# WORK INSTRUCTION
Search the data for "Villa" and copy every matching line.
==========
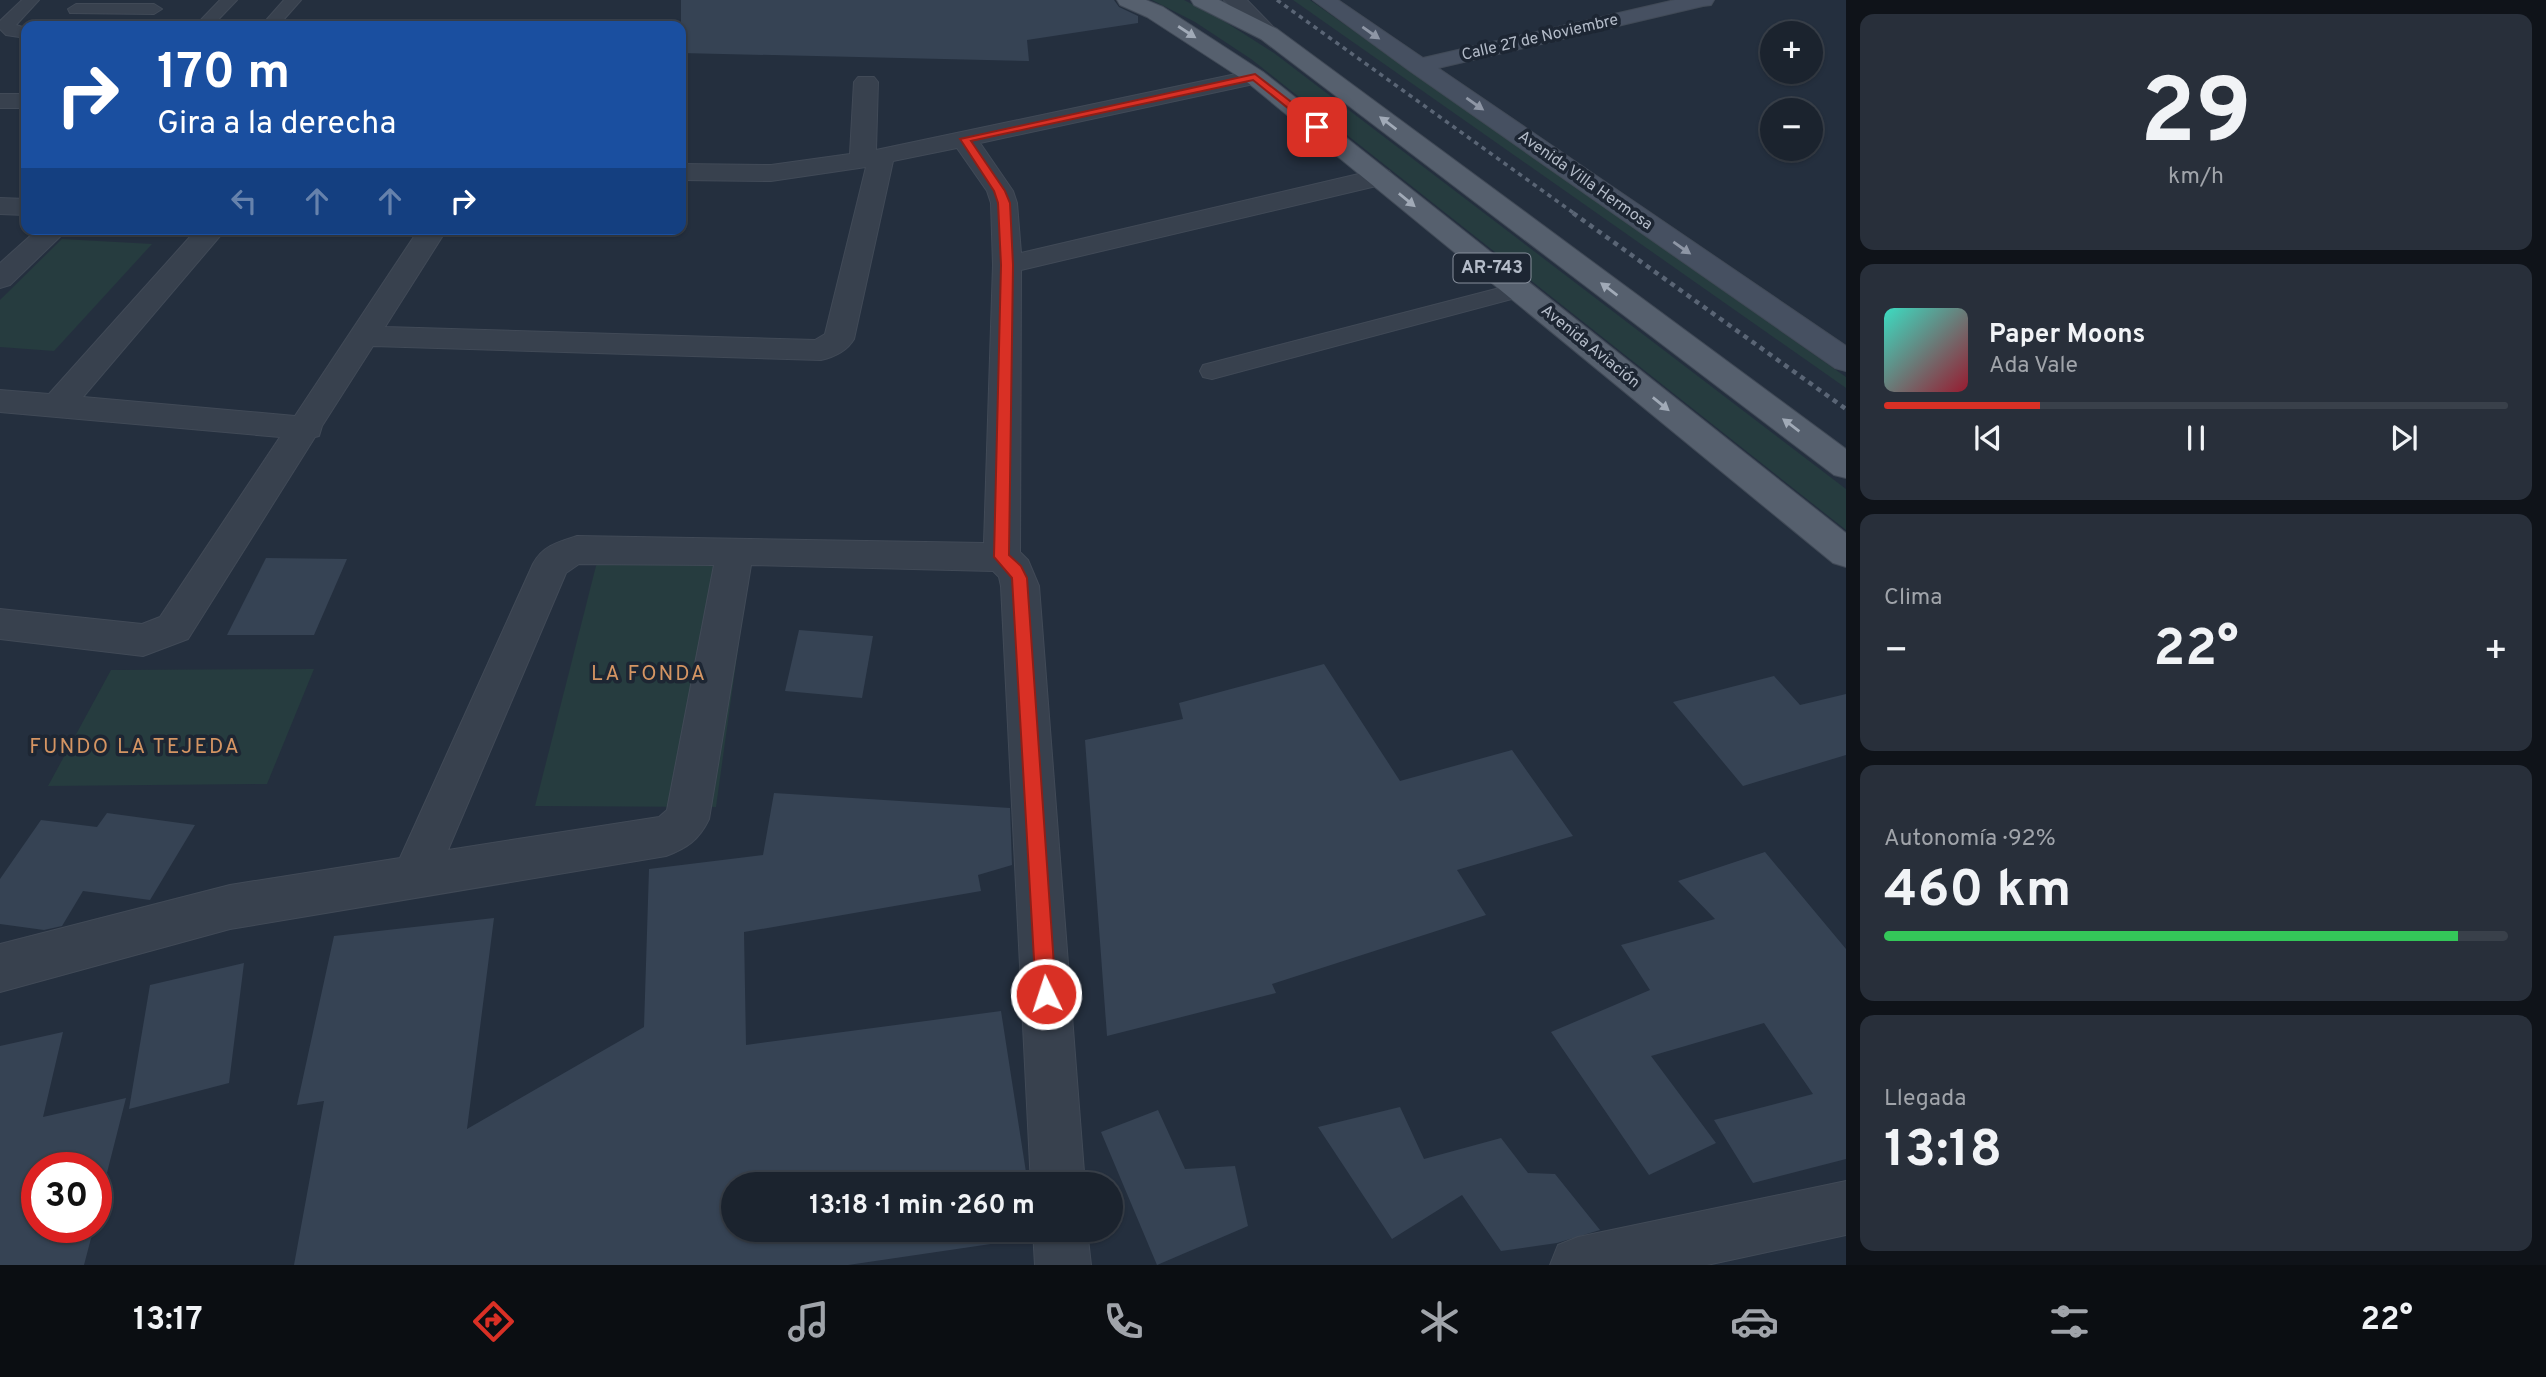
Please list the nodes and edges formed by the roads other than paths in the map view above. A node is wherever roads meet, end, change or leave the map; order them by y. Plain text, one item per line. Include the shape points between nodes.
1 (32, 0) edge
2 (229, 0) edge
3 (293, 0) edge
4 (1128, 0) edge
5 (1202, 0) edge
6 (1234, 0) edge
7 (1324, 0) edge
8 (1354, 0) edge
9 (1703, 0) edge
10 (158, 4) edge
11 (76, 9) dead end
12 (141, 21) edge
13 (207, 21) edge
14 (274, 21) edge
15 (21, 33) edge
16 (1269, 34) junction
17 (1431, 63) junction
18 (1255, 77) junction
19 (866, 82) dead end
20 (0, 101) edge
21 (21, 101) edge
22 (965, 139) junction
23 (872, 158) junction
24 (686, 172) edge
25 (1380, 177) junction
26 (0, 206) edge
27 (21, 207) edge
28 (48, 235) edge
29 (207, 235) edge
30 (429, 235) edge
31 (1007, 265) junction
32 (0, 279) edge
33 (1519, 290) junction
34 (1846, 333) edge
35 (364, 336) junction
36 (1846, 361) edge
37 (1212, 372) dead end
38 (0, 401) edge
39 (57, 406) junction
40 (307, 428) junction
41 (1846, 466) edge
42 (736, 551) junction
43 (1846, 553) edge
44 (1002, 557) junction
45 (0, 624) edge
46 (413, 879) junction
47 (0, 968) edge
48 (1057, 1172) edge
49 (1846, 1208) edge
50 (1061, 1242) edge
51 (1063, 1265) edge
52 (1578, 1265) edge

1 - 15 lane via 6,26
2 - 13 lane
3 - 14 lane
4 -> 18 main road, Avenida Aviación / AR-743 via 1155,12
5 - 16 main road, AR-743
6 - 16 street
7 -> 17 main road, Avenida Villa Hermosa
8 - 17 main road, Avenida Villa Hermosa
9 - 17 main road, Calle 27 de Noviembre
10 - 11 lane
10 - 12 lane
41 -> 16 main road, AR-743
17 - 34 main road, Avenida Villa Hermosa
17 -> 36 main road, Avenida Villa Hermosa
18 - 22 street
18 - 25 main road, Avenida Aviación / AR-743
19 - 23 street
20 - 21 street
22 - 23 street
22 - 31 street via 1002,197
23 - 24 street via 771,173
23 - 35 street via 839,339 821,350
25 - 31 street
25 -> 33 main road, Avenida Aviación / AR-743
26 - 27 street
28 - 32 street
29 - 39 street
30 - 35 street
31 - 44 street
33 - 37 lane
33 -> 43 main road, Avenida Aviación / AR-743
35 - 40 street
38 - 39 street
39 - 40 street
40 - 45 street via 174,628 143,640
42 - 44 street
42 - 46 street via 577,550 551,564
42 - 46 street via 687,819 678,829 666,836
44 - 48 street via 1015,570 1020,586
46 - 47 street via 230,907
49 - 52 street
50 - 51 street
==========
# ANSWER SECTION
7 -> 17 main road, Avenida Villa Hermosa
8 - 17 main road, Avenida Villa Hermosa
17 - 34 main road, Avenida Villa Hermosa
17 -> 36 main road, Avenida Villa Hermosa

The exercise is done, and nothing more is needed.